Middle-earth and the effort to which Tolkien went to give his fantasy historical depth, geographical realisation and linguistic grounding can be seen as the man claiming his ‘rags of lordship’ – a spiritually significant act of fictional garden planting.

  1. The Children’s Bedrooms – Tolkien told many stories to his own children, including fairy-stories that he took very seriously. He follows up his creator’s delight in the act of writing with thought about the meaning to which such creations might point. In his essay ‘On Fairy-Stories’, Tolkien names joy as the characteristic of true fairy stories. The creator of fantasy stories is motivated by a desire to be in some measure a real creator tapping into reality. He then links the two: ‘The peculiar quality of the ‘joy’ in a successful fantasy can thus be explained as a sudden glimpse of the underlying reality or truth.’ For Tolkien this reality was the ‘eucatastrophe’ of the birth of Christ, by which he means the great turning point of history and Christ’s ‘story begins and ends in joy.’ You can see such an echo of an eucatastrophe in The Lord of the Rings in the destruction of the ring. As Sam says on waking up after being rescued from Mount Doom: ‘Gandalf! I thought you were dead! But then I thought I was dead myself! Is everything sad going to come untrue?’ And when Gandalf laughs, the sound fell upon Sam’s ears ‘like the echo of all the joys he had ever known.’ 

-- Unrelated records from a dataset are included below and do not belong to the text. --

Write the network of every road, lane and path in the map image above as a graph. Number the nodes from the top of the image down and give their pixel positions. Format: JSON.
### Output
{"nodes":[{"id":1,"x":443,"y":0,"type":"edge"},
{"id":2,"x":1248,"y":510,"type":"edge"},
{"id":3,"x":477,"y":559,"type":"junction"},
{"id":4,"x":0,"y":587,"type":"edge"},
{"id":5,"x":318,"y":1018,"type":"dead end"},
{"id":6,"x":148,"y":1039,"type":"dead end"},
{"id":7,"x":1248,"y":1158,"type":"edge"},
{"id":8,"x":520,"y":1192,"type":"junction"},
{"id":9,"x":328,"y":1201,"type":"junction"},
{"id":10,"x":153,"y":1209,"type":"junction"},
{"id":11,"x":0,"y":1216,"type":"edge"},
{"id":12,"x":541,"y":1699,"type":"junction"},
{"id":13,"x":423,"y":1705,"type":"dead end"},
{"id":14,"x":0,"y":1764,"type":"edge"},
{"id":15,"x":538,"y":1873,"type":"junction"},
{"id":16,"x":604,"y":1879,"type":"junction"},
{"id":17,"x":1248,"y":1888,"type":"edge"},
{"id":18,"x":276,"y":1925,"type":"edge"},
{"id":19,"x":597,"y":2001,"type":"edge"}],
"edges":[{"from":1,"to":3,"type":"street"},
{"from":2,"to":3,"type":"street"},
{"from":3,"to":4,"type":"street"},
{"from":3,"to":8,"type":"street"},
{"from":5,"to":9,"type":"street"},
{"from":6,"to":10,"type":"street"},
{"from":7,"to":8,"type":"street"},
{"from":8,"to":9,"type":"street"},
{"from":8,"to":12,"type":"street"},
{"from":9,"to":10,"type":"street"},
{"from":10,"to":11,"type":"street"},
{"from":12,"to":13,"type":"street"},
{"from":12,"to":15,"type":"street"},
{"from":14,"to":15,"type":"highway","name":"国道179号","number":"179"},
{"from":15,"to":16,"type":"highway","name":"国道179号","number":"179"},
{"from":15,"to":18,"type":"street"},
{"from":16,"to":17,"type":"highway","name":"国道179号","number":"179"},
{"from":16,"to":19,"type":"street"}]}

  1. The Kitchen – the heart of most houses is the kitchen, the place where conversation is exchanged over a boiling kettle. ‘The Pot of Soup, or Cauldron of Stories has always been boiling,’ he writes in ‘On Fairy-Stories’, ‘and to have it continually been added new bits, dainty and undainty’. Perhaps this is why The Hobbit starts with an overcrowded tea party of dwarves and a wizard in Bilbo’s kitchen? We each add to the stock, and he says that it is like the fairy-tale pot that never runs out: ‘Story, fantasy, still go on, and should go on.’ There is no worry that the contents are not worthy of our time: ‘The Evangelium [the Gospel] has not abrogated legends; it has hallowed them, especially the ‘happy ending’. So we can sit and eat with pleasure.
  1. The Study – Tolkien created his fiction in circles of trusted listeners. The first of these was his own family, but he was also inspired by his conversations with his male friends. He belonged to many groups – from the schoolboy TCBS, to the Coalbiters, who met to read Icelandic sagas. However, most famous is the Inklings, a group of friends, all of whom were Christian and included C.S. Lewis, and it was to this circle Tolkien first read extracts The Hobbit and The Lord of the Rings. For Tolkien, fiction was not the solitary pursuit of the isolated artist, but something to be shared with a group of Christian well-wishers. Little wonder that fellowship is one of the key themes in his most famous book.
  1. The Front Door – The deepest meanings of his fiction come from his faith. Tolkien stated in the foreword to The Fellowship of the Ring that he ‘cordially dislike[d] allegory in all its manifestations’ but he preferred ‘history, true or feigned, with its varied applicability to the thought and experience of reader’. Putting applicability alongside allegory, he concludes ‘one resides in the freedom of the reader, and the other in the purposed domination of the author.’ This is why he is such a welcoming author, an open door, for readers who come to him from a different faith or no-faith background: he is not out to bludgeon them over the head with an allegorical meaning. The deeper themes are there if you want to look. He says in one letter that the fact that he is a Christian, and in fact a Catholic, ‘can be deduced from his stories’. When Frodo cannot destroy the ring on his own strength, when Gandalf returns from the dead, and mercy and love overcome the forces of darkness, we are seeing echoes of the Christian story – and that deduction is deeply satisfying for many readers.